Estoy convencido de que aquella visión había permanecido siempre en su fantasía, cegándole los ojos e impidiéndole ver la realidad. A pesar de la crudeza de los hechos, continuaba viendo con su imaginación una Italia de bandidos románticos y pintorescas ruinas. Dirk Stroeve pintaba un ideal, un ideal pobre, común y gastado, pero que seguía siendo, sin embargo, un ideal, y esto prestaba a su persona un definido encanto.

Por eso, Dirk Stroeve no era para mí el ser ridículo que era para los demás. Sus compañeros no ocultaban el desprecio que sentían por sus obras, pero Dirk ganaba bastante dinero y sus camaradas no vacilaban en hacer libre uso de su bolsa; Dirk Stroeve era, además, generoso, y los necesitados que se reían de él porque creía con toda ingenuidad en sus historias de miseria, le pedían descaradamente dinero. Tenía un temperamento muy impresionable. Sin embargo, sus sentimientos, tan fáciles de despertar, eran algo absurdos, lo cual hacía que se aceptasen sus bondades sin sentir gratitud al mismo tiempo. Aceptar su dinero era como robar a un niño, y se le despreciaba por su misma necedad. Estoy seguro de que un ratero que se siente orgulloso de la habilidad de sus manos debe de experimentar una especie de indignación cuando una mujer descuidada deja en un coche su bolso con todas sus joyas. La naturaleza había hecho de Dirk Stroeve un ser ridículo, aunque no permitió que fuese un hombre insensible. Le hacían sufrir las bromas de toda clase de que era objeto, y, sin embargo, no evitaba el exponerse a ellas. Sentíase invariablemente ofendido, pero su buen carácter le impedía guardar rencor a nadie; podría picarlo una víbora, pero de nada le serviría la experiencia. En cuanto se hubiese recobrado de su dolor, volvería a colocarla tiernamente en su pecho. Su vida era una tragedia escrita en los términos de una violenta farsa. Como yo no me reía de él, me estaba agradecido y acostumbraba a verter en mis oídos la larga lista de sus infortunios. Pero lo más triste era que éstos resultaban grotescos, y cuanto más patéticos, mayores deseos de reír producían.

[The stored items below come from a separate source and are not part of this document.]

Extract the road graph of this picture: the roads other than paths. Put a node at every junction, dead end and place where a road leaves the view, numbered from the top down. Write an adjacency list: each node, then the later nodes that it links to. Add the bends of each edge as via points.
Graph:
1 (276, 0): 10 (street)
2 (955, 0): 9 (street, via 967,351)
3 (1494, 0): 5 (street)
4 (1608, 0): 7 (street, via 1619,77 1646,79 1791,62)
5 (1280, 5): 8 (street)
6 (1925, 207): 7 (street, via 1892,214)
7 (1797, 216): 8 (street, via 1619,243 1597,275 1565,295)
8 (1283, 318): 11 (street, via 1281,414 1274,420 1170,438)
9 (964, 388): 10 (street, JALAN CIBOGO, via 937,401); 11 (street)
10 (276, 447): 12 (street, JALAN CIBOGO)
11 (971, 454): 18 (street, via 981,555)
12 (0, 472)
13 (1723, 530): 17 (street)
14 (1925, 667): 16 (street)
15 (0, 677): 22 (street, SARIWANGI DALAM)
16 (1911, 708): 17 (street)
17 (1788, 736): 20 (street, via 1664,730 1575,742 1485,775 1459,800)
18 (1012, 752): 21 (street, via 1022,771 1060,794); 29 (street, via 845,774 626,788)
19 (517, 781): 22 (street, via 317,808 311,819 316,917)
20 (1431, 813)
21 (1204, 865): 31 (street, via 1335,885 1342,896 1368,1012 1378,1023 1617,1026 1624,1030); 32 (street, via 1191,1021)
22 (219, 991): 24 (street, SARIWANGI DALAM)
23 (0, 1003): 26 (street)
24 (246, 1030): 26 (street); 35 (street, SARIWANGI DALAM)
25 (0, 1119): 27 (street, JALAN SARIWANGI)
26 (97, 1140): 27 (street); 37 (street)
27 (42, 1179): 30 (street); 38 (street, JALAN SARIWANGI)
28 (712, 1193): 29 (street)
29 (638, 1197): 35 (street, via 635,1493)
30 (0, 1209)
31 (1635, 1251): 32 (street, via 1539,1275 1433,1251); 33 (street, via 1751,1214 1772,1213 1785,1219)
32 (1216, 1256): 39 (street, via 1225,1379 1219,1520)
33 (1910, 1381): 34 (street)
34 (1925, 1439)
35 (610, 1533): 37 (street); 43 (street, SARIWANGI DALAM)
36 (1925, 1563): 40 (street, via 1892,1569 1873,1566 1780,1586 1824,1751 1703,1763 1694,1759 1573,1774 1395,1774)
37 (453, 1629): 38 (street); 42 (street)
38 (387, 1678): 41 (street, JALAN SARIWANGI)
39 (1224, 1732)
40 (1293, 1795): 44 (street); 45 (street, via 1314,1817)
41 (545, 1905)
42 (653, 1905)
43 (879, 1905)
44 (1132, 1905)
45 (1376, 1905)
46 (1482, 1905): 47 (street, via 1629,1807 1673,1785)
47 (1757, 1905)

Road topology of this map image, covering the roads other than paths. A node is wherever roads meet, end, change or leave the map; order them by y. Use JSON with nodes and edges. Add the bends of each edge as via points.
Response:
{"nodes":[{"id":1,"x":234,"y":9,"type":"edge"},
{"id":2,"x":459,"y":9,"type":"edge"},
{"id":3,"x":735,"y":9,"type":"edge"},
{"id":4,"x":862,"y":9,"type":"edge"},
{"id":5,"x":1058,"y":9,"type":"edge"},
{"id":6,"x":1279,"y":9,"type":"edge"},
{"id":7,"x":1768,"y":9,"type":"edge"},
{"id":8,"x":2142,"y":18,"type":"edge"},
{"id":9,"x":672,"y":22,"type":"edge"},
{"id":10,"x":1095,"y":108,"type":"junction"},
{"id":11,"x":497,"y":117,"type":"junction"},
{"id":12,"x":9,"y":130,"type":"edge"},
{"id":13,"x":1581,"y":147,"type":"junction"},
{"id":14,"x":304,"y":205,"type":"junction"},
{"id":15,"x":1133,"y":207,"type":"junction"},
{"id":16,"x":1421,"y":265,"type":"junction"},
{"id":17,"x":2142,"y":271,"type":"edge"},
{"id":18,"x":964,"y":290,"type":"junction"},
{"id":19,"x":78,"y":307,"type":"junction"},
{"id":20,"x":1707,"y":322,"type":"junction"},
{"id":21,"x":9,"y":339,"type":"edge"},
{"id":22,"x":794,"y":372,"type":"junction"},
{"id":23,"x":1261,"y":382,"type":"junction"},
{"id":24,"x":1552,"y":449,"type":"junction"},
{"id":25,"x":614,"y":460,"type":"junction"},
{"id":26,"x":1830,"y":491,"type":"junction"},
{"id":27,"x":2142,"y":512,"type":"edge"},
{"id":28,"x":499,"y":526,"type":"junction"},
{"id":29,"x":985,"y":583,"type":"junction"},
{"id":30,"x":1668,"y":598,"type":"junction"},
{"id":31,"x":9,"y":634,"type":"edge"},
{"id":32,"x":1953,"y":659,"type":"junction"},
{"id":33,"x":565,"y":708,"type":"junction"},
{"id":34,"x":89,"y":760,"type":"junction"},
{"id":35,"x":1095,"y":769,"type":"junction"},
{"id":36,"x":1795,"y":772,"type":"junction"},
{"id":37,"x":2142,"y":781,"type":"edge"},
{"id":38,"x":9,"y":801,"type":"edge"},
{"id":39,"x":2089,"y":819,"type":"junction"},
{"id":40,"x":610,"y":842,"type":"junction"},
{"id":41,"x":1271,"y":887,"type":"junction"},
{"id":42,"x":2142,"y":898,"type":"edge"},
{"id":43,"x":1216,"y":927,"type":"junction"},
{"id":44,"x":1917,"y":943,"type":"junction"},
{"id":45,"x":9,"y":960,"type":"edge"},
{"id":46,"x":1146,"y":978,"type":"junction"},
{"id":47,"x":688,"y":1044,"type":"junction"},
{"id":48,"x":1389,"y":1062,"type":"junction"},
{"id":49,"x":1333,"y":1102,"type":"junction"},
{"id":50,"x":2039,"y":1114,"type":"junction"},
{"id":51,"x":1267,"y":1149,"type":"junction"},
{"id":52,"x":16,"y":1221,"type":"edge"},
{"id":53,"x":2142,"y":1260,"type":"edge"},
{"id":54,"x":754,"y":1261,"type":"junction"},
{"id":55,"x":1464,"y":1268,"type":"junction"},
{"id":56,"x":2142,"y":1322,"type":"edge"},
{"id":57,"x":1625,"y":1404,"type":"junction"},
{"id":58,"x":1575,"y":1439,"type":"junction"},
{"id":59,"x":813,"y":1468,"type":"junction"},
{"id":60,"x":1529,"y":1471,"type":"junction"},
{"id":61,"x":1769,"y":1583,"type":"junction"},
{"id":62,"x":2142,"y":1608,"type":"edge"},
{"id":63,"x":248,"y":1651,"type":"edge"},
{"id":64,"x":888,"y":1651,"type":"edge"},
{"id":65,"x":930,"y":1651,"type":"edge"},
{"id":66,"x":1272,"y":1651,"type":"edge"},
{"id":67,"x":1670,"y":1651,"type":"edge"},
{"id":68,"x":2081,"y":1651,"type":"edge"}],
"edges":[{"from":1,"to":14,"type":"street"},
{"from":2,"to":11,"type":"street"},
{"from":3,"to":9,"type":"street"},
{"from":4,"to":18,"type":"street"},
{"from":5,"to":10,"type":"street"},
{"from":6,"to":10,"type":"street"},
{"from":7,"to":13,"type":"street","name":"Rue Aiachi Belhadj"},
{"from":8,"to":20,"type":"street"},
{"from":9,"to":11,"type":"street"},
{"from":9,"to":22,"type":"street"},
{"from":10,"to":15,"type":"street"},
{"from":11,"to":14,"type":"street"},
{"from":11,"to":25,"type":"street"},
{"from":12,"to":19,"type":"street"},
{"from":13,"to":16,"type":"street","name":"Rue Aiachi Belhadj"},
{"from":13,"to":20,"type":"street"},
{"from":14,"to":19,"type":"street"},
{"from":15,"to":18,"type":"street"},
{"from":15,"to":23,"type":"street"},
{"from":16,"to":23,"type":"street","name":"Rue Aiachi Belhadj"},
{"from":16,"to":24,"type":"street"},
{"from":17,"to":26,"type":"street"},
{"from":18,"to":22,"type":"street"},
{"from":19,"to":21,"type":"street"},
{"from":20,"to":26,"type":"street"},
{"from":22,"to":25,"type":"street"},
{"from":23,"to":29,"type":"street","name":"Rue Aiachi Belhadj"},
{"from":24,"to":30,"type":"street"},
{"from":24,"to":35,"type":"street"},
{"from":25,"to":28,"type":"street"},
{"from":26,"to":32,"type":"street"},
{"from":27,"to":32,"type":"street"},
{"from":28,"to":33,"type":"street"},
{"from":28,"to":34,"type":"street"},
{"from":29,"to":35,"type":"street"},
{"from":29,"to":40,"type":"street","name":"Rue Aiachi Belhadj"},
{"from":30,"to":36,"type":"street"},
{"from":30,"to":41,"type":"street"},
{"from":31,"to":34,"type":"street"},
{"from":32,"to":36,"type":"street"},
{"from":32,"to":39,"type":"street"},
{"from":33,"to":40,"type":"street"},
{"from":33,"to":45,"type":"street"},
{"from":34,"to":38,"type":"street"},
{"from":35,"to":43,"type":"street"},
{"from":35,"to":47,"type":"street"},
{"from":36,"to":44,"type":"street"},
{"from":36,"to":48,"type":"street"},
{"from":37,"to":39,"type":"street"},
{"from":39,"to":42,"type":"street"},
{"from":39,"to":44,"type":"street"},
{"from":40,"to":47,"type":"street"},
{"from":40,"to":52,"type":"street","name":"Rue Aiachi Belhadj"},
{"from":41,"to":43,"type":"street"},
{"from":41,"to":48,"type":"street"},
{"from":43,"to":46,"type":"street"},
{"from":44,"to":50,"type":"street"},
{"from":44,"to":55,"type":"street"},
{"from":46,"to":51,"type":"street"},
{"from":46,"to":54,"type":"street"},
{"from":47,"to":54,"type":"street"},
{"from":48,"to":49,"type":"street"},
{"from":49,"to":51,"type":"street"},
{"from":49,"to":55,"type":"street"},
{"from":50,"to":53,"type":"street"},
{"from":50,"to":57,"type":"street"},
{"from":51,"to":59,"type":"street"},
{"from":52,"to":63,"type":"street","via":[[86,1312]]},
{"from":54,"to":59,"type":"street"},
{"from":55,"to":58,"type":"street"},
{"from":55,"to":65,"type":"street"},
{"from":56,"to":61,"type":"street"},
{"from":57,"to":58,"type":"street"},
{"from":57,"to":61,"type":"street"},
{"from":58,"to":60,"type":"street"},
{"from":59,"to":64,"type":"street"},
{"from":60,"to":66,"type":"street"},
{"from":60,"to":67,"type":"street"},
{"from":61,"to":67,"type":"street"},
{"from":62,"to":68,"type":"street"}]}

Sin embargo, aun siendo tan mal pintor, poseía un delicado sentimiento, y el ir en su compañía a un museo constituía un verdadero placer. Su entusiasmo era sincero y su sentido crítico muy sagaz. Su religión era la católica. No sólo sentía un profundo entusiasmo por los antiguos maestros, sino también una gran simpatía por los modernos. Era rápido en descubrir el talento allí donde lo hubiera, y sus alabanzas eran generosas. No creo haber conocido a nadie cuyo juicio fuese tan certero. Además, tenía más cultura que la mayoría de los pintores. No era, como tantos otros, un ignorante en las demás artes, y su gusto por la música y la literatura le facilitaba una mejor comprensión de la pintura. Para un joven como yo, sus consejos y su dirección eran de incomparable valor.

Cuando me fui de Roma seguimos escribiéndonos, y cada dos meses recibía una extensa carta suya, escrita en un pintoresco inglés, que me hacía recordar su conversación entusiasta, confusa y gesticulante. Poco tiempo antes de llegar yo a París se había casado con una inglesa: vivía a la sazón en un estudio de Montmartre. Hacía cuatro años que no lo veía, y no conocía a su esposa.